Show, from the entries below, every line in which "Radhaswami" appears.

- - - -

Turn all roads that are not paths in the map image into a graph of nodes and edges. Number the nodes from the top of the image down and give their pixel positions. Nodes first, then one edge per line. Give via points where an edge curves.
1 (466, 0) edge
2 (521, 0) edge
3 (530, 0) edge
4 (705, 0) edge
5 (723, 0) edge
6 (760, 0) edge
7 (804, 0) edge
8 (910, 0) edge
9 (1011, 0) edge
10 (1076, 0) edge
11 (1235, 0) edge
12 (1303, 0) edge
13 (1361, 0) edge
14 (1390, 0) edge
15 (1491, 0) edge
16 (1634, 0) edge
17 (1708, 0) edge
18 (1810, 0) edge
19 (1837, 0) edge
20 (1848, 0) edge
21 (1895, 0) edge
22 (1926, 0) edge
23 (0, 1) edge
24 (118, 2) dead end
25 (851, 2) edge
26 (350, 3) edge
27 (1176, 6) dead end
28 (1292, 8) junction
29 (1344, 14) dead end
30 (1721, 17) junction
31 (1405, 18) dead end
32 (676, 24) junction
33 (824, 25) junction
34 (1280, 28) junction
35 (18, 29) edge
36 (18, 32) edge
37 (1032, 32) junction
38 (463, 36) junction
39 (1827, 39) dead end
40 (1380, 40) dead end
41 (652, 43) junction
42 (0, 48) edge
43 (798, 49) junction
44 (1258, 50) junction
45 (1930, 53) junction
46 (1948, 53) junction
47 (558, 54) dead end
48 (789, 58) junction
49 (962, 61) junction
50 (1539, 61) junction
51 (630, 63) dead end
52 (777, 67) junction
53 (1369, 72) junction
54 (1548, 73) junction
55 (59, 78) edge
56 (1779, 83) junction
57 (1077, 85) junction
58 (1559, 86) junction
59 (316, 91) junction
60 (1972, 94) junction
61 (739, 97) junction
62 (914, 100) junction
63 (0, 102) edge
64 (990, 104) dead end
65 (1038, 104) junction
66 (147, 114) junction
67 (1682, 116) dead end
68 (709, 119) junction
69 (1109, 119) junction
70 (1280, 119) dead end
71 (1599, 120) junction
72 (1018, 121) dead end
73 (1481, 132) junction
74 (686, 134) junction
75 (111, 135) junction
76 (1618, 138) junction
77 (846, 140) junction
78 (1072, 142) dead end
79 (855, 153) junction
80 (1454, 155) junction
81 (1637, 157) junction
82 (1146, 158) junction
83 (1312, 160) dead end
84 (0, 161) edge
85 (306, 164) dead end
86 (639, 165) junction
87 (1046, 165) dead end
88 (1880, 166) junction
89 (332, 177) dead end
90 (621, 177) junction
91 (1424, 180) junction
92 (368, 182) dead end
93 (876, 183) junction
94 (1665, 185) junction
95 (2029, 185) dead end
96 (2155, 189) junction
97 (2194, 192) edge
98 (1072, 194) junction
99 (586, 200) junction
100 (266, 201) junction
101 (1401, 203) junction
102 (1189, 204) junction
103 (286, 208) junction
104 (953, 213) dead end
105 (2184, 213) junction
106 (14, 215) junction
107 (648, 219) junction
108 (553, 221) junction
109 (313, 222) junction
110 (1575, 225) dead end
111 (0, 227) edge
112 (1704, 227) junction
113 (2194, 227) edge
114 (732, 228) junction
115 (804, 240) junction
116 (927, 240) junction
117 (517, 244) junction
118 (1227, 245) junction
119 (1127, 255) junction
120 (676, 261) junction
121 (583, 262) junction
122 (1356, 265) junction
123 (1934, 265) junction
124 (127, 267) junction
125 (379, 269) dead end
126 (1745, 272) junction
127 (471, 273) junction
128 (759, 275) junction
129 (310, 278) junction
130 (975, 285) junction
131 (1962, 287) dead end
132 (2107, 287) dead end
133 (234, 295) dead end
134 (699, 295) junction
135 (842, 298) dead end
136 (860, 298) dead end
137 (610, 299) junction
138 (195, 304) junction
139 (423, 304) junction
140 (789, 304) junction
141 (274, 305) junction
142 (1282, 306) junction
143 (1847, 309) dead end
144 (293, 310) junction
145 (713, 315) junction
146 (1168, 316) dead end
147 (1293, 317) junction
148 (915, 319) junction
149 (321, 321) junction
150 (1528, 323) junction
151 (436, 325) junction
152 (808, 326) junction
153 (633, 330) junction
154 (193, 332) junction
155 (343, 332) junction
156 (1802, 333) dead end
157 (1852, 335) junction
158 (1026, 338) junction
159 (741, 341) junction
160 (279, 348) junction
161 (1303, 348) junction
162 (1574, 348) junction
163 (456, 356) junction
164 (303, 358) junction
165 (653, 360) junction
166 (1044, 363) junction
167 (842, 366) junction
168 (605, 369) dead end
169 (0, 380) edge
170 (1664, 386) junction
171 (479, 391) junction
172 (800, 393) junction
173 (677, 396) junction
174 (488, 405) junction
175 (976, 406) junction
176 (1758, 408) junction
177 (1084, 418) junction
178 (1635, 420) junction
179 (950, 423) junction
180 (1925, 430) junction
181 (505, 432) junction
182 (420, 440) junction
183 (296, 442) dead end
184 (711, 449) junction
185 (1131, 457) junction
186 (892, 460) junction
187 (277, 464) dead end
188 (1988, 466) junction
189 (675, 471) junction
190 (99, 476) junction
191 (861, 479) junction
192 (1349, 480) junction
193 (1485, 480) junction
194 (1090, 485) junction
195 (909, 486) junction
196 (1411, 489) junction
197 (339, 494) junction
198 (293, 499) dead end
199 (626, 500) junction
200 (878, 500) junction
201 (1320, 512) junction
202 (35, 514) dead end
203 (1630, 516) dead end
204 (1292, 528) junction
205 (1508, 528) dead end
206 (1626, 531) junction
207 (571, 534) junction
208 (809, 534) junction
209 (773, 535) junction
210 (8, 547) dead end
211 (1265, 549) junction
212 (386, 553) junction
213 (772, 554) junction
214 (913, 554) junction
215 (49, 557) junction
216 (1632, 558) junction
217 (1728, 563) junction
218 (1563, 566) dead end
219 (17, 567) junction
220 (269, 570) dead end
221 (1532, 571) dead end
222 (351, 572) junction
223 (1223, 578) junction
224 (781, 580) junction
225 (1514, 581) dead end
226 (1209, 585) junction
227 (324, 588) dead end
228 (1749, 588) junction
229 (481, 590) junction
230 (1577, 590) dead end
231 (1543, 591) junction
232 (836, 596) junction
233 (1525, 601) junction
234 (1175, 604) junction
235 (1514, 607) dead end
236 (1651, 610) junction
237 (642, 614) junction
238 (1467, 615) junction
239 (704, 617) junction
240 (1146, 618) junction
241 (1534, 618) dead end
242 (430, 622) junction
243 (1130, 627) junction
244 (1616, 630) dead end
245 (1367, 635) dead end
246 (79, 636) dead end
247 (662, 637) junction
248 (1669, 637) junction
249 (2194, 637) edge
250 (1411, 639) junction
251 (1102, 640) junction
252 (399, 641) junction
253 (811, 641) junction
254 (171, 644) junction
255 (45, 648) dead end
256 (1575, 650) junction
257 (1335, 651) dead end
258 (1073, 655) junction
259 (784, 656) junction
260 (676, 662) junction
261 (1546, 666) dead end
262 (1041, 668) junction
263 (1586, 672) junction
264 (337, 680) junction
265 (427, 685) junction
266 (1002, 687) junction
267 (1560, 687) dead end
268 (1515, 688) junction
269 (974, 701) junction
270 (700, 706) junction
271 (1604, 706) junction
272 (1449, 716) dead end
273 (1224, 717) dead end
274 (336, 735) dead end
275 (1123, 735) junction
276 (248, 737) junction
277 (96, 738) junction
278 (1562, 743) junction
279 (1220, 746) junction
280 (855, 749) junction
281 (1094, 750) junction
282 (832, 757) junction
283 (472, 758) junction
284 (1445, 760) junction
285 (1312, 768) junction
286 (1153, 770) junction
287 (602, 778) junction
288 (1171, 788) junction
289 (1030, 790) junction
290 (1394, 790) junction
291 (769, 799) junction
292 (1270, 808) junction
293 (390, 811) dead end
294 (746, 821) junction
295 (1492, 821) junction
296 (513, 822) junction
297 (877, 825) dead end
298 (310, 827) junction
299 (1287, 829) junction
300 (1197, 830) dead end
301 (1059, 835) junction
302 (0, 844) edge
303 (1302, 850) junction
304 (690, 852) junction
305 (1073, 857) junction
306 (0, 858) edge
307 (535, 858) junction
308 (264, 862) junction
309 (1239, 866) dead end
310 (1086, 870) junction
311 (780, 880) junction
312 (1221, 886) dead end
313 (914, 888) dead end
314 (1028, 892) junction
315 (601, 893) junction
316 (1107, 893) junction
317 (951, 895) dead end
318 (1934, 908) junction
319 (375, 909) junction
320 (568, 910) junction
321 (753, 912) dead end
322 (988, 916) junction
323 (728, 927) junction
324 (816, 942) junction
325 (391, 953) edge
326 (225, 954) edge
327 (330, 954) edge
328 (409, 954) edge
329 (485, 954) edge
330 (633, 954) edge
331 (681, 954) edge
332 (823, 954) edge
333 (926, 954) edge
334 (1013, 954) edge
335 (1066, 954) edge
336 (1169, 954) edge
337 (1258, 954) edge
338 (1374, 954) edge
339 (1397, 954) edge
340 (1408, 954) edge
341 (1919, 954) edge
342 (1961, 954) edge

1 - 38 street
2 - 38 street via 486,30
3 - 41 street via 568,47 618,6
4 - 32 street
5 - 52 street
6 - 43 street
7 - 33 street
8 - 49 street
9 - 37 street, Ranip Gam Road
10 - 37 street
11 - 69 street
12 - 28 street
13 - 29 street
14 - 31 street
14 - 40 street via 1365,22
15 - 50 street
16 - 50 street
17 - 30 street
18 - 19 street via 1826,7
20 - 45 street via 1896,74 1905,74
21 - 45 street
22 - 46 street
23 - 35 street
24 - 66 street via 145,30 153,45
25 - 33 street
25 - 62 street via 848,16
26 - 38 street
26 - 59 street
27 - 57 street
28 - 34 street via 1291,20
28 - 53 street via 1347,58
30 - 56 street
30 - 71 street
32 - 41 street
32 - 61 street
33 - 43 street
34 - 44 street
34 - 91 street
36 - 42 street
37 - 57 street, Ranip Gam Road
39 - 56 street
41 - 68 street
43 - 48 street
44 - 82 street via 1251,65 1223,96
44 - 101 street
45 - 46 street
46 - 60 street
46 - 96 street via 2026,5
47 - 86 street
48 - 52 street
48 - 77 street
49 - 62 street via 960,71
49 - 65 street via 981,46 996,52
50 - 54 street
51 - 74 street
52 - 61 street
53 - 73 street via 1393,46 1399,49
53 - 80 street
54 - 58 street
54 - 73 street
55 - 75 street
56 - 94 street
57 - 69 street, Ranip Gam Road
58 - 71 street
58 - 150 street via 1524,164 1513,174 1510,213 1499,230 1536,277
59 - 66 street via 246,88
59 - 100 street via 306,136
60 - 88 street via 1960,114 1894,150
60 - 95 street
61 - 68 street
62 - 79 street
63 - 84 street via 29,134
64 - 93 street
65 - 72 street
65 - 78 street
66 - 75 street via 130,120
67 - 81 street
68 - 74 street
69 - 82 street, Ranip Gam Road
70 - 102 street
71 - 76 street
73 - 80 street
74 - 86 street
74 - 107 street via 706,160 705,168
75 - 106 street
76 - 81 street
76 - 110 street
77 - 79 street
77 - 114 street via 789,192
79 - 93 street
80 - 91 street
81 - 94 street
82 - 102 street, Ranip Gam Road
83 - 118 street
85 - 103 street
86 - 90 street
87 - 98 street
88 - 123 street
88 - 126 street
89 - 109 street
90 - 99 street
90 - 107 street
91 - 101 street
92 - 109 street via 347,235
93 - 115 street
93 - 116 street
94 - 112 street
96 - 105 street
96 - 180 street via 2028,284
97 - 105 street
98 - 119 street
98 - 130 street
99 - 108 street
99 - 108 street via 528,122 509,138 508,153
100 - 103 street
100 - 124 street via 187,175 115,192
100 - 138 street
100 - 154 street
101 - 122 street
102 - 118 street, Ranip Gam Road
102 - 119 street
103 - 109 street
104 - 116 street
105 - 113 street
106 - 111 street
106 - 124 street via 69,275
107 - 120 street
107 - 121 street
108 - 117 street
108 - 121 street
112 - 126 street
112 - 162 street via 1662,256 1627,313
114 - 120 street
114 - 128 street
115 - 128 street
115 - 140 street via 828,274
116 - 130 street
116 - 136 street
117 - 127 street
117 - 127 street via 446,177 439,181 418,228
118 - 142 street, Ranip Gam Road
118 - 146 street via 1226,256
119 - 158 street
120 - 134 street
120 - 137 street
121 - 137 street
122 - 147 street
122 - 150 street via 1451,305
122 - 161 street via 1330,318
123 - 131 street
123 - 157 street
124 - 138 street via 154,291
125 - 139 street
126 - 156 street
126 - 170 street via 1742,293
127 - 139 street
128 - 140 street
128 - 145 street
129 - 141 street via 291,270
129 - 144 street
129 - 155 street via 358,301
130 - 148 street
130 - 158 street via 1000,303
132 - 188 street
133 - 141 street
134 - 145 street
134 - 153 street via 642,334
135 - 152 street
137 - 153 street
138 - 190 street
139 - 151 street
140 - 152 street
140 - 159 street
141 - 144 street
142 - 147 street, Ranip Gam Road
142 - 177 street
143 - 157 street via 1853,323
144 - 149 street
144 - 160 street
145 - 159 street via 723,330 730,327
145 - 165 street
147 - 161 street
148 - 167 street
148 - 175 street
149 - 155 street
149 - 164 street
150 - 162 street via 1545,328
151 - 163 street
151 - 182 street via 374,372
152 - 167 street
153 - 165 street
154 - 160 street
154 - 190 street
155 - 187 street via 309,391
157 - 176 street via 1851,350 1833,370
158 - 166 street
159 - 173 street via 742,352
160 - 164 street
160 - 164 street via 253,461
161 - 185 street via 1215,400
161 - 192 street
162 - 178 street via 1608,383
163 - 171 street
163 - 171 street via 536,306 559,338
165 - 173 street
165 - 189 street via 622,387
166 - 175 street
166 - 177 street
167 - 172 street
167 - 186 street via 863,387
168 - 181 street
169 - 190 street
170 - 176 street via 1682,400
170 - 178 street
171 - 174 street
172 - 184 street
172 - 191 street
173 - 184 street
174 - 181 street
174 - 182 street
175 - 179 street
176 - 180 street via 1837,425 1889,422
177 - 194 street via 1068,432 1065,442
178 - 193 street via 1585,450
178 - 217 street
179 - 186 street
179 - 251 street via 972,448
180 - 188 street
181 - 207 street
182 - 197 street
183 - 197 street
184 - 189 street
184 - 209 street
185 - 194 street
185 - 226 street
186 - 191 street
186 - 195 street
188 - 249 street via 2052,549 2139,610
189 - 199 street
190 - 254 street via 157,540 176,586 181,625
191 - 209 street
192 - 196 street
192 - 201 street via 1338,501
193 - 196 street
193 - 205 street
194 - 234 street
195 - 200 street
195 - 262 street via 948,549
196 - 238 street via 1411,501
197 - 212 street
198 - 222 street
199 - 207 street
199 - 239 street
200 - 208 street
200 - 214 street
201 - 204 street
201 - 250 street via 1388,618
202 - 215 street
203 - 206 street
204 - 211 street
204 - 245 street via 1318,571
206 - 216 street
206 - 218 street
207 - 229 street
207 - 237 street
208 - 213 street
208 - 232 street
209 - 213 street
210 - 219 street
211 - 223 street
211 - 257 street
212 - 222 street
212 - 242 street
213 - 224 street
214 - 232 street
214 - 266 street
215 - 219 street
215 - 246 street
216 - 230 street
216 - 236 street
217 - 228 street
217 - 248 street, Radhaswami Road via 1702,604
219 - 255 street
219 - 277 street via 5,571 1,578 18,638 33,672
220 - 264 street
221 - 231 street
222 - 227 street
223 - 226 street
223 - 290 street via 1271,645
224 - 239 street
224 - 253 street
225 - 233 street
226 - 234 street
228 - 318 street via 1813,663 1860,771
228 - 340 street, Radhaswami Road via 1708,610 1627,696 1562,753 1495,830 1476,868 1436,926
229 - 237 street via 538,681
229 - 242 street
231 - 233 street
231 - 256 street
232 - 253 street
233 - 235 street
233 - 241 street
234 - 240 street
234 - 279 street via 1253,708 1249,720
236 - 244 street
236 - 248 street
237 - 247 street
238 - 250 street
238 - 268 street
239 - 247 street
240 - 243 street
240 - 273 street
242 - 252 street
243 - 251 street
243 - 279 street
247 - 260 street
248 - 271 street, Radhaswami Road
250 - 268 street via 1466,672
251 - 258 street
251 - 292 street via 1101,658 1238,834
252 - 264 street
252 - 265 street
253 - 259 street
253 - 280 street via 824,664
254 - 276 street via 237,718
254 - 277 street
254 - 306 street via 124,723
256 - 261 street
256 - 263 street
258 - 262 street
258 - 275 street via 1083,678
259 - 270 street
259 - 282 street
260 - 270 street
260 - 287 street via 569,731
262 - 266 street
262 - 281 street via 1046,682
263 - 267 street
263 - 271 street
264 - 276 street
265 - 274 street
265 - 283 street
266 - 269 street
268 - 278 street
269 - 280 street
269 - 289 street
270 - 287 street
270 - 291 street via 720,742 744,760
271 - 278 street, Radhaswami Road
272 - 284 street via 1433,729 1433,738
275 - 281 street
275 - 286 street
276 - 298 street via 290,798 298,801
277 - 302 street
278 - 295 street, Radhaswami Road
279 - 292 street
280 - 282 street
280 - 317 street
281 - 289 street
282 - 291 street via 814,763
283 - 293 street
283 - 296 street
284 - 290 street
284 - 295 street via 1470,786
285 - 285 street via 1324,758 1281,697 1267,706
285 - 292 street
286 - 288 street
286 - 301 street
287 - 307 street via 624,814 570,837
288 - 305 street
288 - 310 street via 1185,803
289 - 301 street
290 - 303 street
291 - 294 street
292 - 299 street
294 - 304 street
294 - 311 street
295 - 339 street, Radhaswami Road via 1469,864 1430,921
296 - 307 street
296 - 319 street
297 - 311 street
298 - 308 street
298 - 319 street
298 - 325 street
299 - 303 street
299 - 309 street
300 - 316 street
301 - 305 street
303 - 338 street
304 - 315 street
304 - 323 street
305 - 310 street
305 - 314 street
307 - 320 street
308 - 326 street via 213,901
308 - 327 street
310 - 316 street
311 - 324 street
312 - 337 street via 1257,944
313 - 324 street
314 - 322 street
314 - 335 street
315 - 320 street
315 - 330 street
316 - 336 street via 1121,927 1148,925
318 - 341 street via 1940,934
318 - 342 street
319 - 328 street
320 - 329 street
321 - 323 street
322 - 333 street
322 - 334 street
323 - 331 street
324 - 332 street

- - - -

**Answer for this exercise:**
217 - 248 street, Radhaswami Road via 1702,604
228 - 340 street, Radhaswami Road via 1708,610 1627,696 1562,753 1495,830 1476,868 1436,926
248 - 271 street, Radhaswami Road
271 - 278 street, Radhaswami Road
278 - 295 street, Radhaswami Road
295 - 339 street, Radhaswami Road via 1469,864 1430,921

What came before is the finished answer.